Noncompete agreements will be enforced in many states in appropriate circumstances but must be properly drafted and carefully enforced. Below is a very brief analysis.
This guide is NOT legal advice, does NOT form an attorney client relationship, and may be construed as attorney advertising.
1
Make The Non-Compete Reasonable
Reasonableness is typically the touchstone of the analysis and is highly fact-dependent. The context in which the non-compete arises (e.g., employment relationship, contractual relationship, etc.) is a critical factor in the analysis. Although a non-compete that is unreasonably broad will in many states be scaled back if it is in fact capable of being narrowed, other states will simply reject it. Even in states that will narrow a non-compete, different states take different approaches, and most courts will not narrow a non-compete that is thereby rendered vague.
2
Don’t Over-Reach
Non-competes generally must be limited in duration, geographic reach, and scope. Even then, however, they will be enforced “only to the extent . . . necessary to protect the legitimate business interests of the employer" or they will be outright rejected, depending upon the state.

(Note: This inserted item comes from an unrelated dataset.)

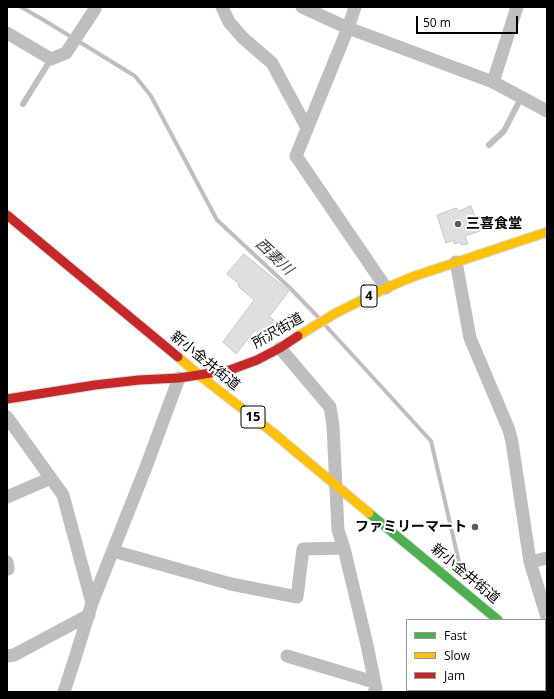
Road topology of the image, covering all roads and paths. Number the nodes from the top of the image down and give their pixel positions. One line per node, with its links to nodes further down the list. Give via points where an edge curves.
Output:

Because enforcement of a non-compete lies within a court's equitable powers, it is best to draft the non-compete narrowly and properly, lest a court view the non-compete as over-reaching, and therefore not enforceable as a matter of equity.
3
Make Sure Consideration Has Been Exchanged
A non-compete, like other contracts, must be supported by consideration. A lack of consideration will make the non-compete unenforceable. What will constitute appropriate consideration varies by state.